◆ **DATASET ENTRIES**:
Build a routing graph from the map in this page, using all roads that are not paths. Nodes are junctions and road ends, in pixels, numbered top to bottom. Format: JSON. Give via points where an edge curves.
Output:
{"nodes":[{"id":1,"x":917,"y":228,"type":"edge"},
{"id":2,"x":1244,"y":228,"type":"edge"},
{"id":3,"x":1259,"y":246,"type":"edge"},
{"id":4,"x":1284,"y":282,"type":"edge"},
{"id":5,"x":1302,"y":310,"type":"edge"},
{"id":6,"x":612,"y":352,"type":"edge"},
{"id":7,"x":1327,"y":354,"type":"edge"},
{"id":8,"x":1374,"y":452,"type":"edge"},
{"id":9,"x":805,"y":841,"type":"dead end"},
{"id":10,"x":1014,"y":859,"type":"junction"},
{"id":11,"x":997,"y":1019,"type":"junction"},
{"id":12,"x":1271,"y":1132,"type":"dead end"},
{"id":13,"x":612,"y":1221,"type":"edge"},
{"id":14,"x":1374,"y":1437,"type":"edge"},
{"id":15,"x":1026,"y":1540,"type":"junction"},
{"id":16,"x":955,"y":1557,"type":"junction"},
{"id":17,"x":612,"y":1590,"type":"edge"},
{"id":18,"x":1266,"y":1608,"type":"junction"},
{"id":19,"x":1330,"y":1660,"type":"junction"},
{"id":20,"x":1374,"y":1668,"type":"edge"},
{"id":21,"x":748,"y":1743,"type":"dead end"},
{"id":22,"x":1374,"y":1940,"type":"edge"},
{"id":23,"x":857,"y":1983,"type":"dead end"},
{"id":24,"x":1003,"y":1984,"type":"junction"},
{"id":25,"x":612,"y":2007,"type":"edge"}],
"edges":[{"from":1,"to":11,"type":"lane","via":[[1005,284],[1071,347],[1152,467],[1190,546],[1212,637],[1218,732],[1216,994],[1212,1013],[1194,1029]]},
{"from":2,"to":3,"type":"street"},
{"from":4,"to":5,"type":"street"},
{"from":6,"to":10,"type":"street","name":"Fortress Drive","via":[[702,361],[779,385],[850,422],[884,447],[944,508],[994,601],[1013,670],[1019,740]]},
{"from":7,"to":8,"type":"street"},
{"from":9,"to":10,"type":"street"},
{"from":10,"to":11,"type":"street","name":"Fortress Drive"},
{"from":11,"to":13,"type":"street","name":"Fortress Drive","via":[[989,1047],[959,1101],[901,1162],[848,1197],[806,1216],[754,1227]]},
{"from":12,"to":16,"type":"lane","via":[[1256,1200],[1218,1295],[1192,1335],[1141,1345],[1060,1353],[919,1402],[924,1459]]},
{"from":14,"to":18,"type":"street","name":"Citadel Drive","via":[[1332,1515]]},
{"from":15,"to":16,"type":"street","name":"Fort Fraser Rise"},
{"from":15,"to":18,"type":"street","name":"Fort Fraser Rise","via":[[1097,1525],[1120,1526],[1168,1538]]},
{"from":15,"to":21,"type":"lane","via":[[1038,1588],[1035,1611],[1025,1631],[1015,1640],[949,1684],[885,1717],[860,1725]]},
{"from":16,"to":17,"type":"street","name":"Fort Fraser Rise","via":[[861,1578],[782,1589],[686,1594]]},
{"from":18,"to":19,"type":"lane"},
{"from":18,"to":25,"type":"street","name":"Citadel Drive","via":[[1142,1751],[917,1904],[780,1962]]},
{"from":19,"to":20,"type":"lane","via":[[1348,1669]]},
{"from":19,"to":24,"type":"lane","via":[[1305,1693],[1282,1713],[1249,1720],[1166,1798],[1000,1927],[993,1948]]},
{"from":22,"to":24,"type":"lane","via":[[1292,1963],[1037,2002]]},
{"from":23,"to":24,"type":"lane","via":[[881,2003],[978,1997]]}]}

◆ **HOW TO COMPLETE THIS TASK**: Write out every line from the data above that includes "Fraser".

◆ **EXERCISE RESULT**:
{"from":15,"to":16,"type":"street","name":"Fort Fraser Rise"},
{"from":15,"to":18,"type":"street","name":"Fort Fraser Rise","via":[[1097,1525],[1120,1526],[1168,1538]]},
{"from":16,"to":17,"type":"street","name":"Fort Fraser Rise","via":[[861,1578],[782,1589],[686,1594]]},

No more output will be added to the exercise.